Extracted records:
= = = =

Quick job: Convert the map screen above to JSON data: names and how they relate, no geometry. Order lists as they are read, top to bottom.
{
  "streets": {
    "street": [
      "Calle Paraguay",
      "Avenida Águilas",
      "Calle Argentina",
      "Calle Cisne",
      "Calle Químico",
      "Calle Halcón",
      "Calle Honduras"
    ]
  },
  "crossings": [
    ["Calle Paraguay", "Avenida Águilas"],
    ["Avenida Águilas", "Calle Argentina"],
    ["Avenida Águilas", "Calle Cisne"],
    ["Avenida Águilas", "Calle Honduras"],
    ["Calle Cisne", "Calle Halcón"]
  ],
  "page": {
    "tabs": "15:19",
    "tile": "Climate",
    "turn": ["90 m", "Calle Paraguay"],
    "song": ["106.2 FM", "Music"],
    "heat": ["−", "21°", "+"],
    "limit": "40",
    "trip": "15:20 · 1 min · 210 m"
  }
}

= = = =

= Task requirements =
Could you transcribe all of the data exactly as it is given?

= Finished exercise =
Quick job: Convert the map screen above to JSON data: names and how they relate, no geometry. Order lists as they are read, top to bottom.
{
  "streets": {
    "street": [
      "Calle Paraguay",
      "Avenida Águilas",
      "Calle Argentina",
      "Calle Cisne",
      "Calle Químico",
      "Calle Halcón",
      "Calle Honduras"
    ]
  },
  "crossings": [
    ["Calle Paraguay", "Avenida Águilas"],
    ["Avenida Águilas", "Calle Argentina"],
    ["Avenida Águilas", "Calle Cisne"],
    ["Avenida Águilas", "Calle Honduras"],
    ["Calle Cisne", "Calle Halcón"]
  ],
  "page": {
    "tabs": "15:19",
    "tile": "Climate",
    "turn": ["90 m", "Calle Paraguay"],
    "song": ["106.2 FM", "Music"],
    "heat": ["−", "21°", "+"],
    "limit": "40",
    "trip": "15:20 · 1 min · 210 m"
  }
}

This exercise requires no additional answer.